## Exercise details
Check every line below for the word "新赣州大道" and copy the ones that have it.
----------
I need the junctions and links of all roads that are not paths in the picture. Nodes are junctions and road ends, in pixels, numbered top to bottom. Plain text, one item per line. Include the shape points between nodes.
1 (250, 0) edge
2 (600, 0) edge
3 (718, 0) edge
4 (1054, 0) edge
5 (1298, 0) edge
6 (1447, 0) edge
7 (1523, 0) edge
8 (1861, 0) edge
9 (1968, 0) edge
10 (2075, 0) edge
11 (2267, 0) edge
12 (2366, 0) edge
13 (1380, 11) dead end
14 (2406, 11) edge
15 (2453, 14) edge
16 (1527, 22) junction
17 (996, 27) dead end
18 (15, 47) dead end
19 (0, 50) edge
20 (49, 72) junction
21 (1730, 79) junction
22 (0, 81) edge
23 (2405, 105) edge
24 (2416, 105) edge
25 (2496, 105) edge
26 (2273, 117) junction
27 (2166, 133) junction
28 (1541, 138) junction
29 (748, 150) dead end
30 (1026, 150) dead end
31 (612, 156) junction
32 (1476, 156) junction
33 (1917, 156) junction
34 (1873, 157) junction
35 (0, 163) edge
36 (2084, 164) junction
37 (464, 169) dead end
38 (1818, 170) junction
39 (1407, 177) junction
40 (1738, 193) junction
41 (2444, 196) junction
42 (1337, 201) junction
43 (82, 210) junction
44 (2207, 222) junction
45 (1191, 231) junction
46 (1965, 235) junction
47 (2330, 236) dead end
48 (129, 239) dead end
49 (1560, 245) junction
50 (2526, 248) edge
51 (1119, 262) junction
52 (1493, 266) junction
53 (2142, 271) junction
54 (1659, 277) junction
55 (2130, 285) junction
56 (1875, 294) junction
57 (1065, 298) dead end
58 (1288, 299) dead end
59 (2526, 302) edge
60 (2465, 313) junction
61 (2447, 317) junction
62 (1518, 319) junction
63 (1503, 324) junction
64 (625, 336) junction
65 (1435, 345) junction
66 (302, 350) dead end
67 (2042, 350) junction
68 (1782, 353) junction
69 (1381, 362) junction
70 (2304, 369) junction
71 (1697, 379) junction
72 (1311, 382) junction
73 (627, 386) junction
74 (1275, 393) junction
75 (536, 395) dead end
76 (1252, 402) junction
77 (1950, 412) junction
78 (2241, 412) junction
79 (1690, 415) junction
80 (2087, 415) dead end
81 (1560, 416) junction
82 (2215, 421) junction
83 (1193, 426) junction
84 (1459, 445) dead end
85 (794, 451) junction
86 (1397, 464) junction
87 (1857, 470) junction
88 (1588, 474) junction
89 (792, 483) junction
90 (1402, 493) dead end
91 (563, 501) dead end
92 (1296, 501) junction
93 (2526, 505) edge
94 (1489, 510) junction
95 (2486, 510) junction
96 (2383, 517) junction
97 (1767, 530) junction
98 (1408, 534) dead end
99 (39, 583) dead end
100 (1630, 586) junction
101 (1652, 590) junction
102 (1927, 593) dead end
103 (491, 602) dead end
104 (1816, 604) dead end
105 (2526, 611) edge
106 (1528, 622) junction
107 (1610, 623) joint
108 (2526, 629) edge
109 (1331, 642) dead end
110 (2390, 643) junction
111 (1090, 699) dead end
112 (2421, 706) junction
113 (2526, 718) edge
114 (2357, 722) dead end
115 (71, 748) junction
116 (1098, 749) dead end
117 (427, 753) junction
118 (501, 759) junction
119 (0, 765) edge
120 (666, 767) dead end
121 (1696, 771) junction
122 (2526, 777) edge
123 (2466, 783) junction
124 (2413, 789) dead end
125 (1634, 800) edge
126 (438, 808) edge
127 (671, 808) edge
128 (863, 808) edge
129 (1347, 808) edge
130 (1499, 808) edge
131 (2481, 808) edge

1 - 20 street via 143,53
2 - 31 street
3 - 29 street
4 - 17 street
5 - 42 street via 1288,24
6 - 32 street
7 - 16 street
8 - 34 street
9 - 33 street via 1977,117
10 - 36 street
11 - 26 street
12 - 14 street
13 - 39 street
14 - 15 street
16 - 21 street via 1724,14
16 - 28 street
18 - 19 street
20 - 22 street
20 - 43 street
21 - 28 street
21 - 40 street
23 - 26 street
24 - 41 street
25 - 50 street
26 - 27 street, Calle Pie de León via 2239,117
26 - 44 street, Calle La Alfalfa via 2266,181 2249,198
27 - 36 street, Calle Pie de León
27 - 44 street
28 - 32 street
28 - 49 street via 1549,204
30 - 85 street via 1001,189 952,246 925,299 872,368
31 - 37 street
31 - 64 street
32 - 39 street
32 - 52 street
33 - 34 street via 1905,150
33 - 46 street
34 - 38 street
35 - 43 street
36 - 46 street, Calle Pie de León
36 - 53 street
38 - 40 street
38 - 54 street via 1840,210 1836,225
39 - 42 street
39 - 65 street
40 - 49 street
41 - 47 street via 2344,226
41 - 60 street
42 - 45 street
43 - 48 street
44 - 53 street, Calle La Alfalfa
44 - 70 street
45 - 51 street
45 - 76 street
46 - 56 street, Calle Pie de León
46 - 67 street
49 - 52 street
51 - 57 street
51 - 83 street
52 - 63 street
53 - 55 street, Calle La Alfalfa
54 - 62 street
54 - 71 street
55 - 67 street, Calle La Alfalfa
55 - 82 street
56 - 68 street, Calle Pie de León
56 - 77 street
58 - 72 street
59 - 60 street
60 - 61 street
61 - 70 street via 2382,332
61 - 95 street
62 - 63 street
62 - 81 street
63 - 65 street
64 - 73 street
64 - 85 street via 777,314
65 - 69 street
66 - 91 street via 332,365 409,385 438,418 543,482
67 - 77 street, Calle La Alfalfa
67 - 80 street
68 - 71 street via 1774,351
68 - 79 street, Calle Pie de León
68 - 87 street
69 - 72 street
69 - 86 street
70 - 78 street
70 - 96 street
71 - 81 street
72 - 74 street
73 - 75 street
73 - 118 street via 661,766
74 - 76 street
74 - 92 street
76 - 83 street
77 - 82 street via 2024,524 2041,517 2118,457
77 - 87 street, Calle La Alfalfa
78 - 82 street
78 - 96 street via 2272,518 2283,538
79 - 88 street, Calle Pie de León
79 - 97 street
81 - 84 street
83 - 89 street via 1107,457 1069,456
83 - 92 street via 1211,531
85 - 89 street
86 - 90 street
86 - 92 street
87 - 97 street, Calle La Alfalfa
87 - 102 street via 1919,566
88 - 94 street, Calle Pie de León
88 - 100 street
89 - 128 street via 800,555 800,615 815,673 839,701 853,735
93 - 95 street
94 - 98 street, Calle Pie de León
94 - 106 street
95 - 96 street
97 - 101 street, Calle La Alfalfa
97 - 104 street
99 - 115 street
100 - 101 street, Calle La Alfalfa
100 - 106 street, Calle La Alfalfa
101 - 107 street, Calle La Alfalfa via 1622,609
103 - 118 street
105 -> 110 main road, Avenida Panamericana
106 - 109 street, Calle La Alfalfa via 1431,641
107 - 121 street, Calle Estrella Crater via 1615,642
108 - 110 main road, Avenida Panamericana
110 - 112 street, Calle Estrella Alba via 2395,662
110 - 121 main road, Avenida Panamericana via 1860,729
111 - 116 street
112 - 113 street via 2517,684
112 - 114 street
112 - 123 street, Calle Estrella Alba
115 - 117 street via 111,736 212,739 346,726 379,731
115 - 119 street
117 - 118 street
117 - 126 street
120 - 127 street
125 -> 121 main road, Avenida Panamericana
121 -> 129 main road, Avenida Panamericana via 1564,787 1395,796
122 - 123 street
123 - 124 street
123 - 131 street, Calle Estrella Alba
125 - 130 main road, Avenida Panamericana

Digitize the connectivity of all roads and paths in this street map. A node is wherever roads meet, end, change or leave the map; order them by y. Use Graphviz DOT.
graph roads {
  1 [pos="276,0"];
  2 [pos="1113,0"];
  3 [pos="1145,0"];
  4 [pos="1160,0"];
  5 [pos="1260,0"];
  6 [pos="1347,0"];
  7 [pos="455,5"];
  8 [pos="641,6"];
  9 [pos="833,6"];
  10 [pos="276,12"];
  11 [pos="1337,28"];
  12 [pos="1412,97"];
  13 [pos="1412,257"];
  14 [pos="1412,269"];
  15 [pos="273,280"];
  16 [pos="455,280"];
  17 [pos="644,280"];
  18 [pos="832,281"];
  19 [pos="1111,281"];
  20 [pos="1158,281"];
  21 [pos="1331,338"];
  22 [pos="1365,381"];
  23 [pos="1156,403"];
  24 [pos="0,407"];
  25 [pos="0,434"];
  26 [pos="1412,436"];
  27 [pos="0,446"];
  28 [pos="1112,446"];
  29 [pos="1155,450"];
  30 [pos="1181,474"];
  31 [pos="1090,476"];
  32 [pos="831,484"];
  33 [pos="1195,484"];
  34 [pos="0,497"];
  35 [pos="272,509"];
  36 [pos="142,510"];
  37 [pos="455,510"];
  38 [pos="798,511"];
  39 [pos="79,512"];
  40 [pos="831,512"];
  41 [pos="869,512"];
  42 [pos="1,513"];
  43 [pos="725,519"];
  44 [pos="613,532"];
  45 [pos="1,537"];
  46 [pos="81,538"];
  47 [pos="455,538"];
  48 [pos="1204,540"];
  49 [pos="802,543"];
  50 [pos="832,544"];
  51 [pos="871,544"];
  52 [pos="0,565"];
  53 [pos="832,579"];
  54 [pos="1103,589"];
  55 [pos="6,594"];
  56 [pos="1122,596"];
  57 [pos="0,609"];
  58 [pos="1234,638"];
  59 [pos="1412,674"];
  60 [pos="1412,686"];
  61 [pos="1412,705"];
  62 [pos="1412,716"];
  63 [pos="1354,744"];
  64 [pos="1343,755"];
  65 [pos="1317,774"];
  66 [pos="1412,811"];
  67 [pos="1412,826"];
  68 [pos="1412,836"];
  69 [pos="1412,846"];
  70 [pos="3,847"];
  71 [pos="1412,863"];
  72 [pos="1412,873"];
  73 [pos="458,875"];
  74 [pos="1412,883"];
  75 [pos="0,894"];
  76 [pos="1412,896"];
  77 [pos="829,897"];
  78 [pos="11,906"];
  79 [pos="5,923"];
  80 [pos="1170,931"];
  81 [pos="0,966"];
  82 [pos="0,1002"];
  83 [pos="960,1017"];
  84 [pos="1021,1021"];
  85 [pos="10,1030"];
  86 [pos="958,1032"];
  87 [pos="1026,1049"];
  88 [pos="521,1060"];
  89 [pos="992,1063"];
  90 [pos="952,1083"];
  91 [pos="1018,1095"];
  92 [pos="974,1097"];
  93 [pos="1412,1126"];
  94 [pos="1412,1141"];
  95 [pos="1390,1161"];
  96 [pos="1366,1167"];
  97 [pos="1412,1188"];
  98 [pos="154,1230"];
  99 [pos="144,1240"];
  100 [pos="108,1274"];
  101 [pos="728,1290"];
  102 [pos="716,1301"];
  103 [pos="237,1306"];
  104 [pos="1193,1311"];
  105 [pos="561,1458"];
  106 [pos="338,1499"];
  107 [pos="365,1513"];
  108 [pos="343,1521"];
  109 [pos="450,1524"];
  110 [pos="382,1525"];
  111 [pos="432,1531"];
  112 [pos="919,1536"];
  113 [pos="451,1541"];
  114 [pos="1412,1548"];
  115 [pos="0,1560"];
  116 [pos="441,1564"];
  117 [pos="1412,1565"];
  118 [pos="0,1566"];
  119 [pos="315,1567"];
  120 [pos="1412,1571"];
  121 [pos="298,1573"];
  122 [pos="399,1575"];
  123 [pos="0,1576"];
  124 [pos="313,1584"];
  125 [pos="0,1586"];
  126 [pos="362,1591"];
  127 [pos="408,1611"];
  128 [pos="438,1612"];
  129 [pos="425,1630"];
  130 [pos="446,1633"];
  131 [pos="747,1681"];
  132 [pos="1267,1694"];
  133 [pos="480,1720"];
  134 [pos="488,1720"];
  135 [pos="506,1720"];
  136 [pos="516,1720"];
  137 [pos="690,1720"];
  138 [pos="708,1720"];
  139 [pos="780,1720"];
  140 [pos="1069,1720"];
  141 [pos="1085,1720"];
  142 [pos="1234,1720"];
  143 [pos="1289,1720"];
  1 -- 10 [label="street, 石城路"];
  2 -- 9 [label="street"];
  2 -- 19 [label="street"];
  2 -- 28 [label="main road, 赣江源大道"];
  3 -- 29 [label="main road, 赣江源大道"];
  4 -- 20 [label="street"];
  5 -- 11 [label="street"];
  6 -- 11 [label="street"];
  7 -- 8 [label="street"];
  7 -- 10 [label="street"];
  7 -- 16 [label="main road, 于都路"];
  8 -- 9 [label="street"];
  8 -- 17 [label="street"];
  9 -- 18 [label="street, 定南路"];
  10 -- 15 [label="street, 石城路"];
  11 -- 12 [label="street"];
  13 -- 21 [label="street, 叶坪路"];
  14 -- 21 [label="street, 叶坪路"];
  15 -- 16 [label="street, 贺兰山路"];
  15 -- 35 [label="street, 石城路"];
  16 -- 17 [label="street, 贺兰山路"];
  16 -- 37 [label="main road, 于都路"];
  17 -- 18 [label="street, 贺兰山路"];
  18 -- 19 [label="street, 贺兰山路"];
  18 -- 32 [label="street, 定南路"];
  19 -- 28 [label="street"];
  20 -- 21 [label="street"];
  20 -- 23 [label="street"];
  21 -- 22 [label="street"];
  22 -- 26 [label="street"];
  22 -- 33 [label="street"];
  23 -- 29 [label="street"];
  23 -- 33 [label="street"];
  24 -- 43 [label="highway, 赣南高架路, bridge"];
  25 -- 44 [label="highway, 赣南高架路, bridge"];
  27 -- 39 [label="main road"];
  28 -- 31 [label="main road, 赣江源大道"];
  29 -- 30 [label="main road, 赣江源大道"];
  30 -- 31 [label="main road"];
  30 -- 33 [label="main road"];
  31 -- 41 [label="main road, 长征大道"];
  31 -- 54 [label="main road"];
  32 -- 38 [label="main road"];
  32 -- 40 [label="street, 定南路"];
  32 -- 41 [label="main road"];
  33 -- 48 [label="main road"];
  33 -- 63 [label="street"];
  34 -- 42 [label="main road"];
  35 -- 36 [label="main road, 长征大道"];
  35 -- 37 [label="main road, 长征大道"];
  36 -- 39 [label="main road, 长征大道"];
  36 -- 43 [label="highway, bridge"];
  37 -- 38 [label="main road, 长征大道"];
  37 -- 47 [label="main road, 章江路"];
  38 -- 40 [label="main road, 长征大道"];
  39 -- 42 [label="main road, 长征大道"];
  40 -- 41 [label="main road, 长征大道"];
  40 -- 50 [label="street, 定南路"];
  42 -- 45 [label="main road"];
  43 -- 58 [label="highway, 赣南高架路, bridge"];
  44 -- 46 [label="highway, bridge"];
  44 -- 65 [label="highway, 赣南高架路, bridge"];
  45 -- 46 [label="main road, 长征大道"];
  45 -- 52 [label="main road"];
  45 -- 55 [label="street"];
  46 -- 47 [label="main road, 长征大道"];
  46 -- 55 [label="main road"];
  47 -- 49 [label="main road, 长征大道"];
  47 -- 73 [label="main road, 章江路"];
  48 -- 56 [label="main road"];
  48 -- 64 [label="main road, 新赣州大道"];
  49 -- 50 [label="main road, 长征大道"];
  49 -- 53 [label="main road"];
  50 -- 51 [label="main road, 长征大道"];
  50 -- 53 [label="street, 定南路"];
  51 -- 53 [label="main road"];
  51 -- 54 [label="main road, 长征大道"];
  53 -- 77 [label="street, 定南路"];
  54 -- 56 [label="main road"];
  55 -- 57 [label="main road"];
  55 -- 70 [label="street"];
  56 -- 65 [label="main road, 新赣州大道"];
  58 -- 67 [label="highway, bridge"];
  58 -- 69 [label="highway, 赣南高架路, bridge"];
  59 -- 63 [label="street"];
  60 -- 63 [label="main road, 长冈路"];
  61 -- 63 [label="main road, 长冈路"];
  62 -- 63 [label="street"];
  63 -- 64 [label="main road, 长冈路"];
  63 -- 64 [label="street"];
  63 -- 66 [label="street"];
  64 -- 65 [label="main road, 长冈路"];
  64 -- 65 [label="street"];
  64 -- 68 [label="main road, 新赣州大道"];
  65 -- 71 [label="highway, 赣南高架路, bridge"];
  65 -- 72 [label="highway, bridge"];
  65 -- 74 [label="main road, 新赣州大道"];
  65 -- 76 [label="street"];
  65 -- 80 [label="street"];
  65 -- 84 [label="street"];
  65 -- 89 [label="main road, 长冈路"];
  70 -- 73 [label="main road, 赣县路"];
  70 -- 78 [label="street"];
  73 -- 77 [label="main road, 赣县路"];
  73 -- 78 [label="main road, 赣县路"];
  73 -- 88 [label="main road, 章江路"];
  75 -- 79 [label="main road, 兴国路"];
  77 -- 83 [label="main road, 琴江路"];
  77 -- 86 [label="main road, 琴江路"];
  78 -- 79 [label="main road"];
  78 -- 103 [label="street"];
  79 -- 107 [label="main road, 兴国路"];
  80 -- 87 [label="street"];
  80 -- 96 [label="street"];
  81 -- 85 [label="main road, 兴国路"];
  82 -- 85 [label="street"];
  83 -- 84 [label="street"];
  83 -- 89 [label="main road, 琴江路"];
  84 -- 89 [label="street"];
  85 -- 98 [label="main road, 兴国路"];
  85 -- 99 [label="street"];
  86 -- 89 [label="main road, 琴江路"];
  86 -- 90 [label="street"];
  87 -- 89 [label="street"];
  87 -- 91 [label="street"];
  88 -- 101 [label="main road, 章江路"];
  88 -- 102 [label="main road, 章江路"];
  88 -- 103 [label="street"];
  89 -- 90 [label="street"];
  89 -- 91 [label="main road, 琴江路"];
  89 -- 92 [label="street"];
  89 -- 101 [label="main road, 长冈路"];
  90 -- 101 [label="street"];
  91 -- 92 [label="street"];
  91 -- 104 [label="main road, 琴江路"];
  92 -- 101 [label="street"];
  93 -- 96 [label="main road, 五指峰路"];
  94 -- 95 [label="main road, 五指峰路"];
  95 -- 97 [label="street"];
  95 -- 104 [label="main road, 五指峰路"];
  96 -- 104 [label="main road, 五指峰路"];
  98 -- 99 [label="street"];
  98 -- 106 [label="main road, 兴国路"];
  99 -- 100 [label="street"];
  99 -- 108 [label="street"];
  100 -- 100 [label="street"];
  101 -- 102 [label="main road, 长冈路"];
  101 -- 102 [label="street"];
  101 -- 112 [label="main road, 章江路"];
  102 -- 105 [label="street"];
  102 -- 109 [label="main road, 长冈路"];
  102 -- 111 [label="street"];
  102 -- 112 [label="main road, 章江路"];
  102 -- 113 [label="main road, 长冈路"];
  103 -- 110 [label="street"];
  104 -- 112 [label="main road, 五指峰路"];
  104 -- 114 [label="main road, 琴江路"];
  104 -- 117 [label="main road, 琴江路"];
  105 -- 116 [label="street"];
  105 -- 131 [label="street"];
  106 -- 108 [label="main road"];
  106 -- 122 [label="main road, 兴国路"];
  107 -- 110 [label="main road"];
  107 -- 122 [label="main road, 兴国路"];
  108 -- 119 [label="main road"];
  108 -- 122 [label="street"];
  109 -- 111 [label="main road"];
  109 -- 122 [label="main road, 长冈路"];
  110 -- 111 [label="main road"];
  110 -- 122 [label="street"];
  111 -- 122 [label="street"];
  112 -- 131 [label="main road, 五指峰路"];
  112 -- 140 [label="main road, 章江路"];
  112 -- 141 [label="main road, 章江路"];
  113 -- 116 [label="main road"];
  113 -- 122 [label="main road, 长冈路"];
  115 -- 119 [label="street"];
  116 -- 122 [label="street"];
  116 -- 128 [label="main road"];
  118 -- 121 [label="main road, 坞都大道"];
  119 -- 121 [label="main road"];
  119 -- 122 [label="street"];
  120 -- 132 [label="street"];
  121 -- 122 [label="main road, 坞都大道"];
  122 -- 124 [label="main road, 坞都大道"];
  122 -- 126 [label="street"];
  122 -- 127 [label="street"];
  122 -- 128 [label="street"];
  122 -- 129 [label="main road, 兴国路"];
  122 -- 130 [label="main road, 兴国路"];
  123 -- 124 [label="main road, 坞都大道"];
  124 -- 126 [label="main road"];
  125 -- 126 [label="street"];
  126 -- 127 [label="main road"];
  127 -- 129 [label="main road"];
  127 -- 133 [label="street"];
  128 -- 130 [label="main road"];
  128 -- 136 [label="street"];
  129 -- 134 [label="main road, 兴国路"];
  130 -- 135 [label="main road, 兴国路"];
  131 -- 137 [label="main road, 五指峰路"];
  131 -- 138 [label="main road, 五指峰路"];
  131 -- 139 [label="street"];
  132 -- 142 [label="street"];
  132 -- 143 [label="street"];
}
----------
## Solved exercise
  48 -- 64 [label="main road, 新赣州大道"];
  56 -- 65 [label="main road, 新赣州大道"];
  64 -- 68 [label="main road, 新赣州大道"];
  65 -- 74 [label="main road, 新赣州大道"];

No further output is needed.